Recently, we have put a lot of effort into Qt Wayland and the purpose of this blog is to provide a summary of all the content pieces that have been created in recent times. We hope this may entice your interest to add a window compositing system in your next project.

Multi-screen demo for Automotive

At Embedded World 2017 one of our showcases was a multi-screen demo featuring a digital instrument cluster and infotainment system (IVI). To create the multi-process architecture, it uses the application manager based on Qt Wayland in the Qt Automotive Suite. This demo gives you a good idea of how a system with multiple UI processes can look.

Qt Wayland for Agriculture with CLAAS E-Systems

CLAAS E-Systems, part of the CLAAS Group, which is one of the leading manufacturers of harvesters and tractors, quickly adopted Qt Wayland. We have been in contact with Andreas Cord-Landwehr from CLAAS, who stressed that the complexity for automotive was nothing compared to the complexity that he experiences within the field of agriculture. He was more than willing to write a blog to tell his story of how Qt Wayland allowed them to improve their UIs and UX for their machinery. Read the blog to learn more about his experiences with Qt Wayland. 

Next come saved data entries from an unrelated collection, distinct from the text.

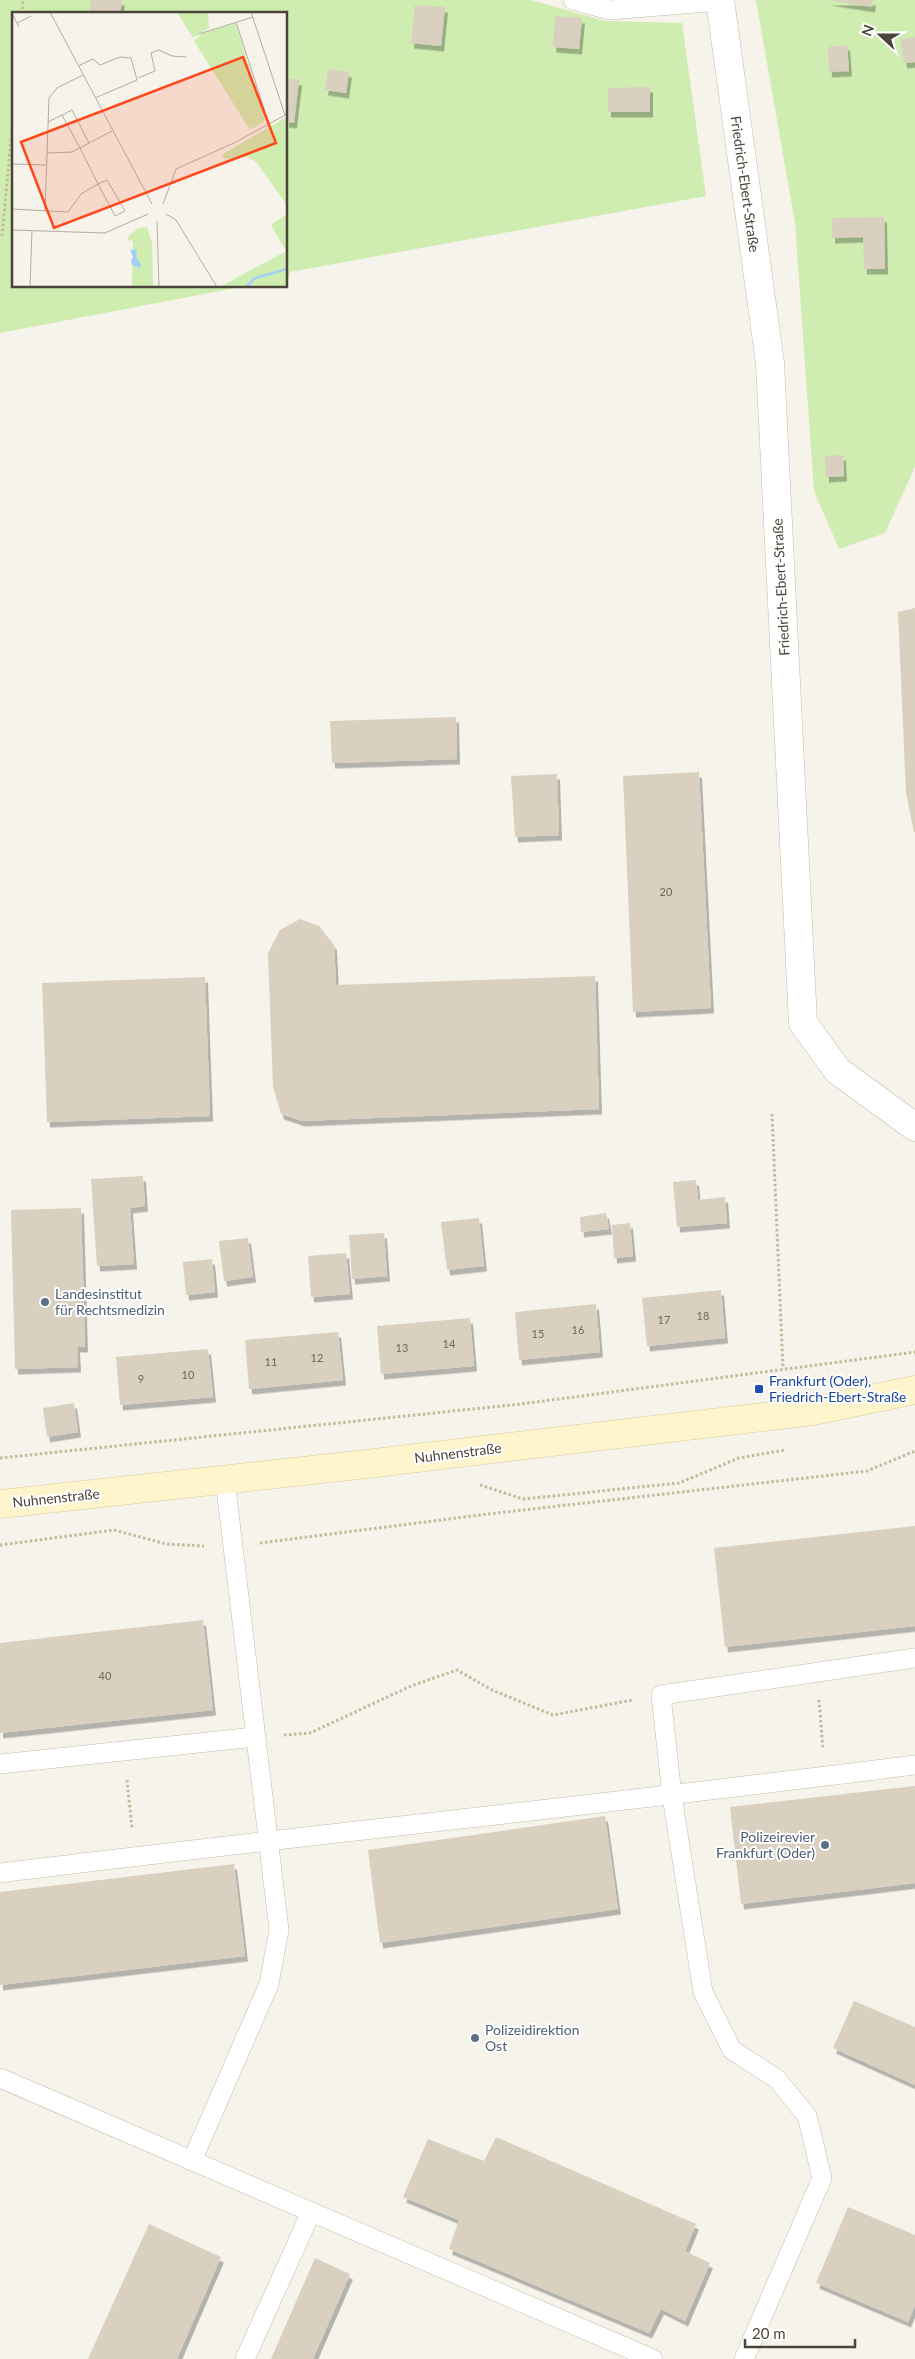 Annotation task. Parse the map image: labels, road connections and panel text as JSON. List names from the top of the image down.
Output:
{
  "streets": {
    "main road": ["Nuhnenstraße"],
    "street": ["Friedrich-Ebert-Straße"]
  },
  "places": {
    "other": ["Landesinstitut für Rechtsmedizin", "Polizeirevier Frankfurt (Oder)", "Polizeidirektion Ost"],
    "transit": ["Frankfurt (Oder), Friedrich-Ebert-Straße"]
  },
  "house_numbers": [
    "20",
    "18",
    "17",
    "16",
    "15",
    "14",
    "13",
    "12",
    "11",
    "10",
    "9",
    "40"
  ],
  "scale_bar": "20 m",
  "north": "left"
}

Creating devices with multiple UI processes using Wayland

One of our main developers for Qt Wayland, Johan Helsing, wrote a blog post in conjunction with our release of the Qt Wayland Compositor API in 5.8, where he explained some of the benefits of creating multi-process user interfaces, as well as why and how it can support your project. He also created a video tutorial on how to create a compositor. Read the blog and watch the tutorial and also check out his on-demand webinar — Creating Devices with multiple UI processes.

Qt from git on the Tinkerboard (with Wayland)

Laszlo Agocs, one of our senior software engineers, conducted a test using an Asus Tinkerboard and set up the latest Qt base and qtdeclarative from the dev branch and tested out Qt Wayland for window compositing. Read more about the project and the results.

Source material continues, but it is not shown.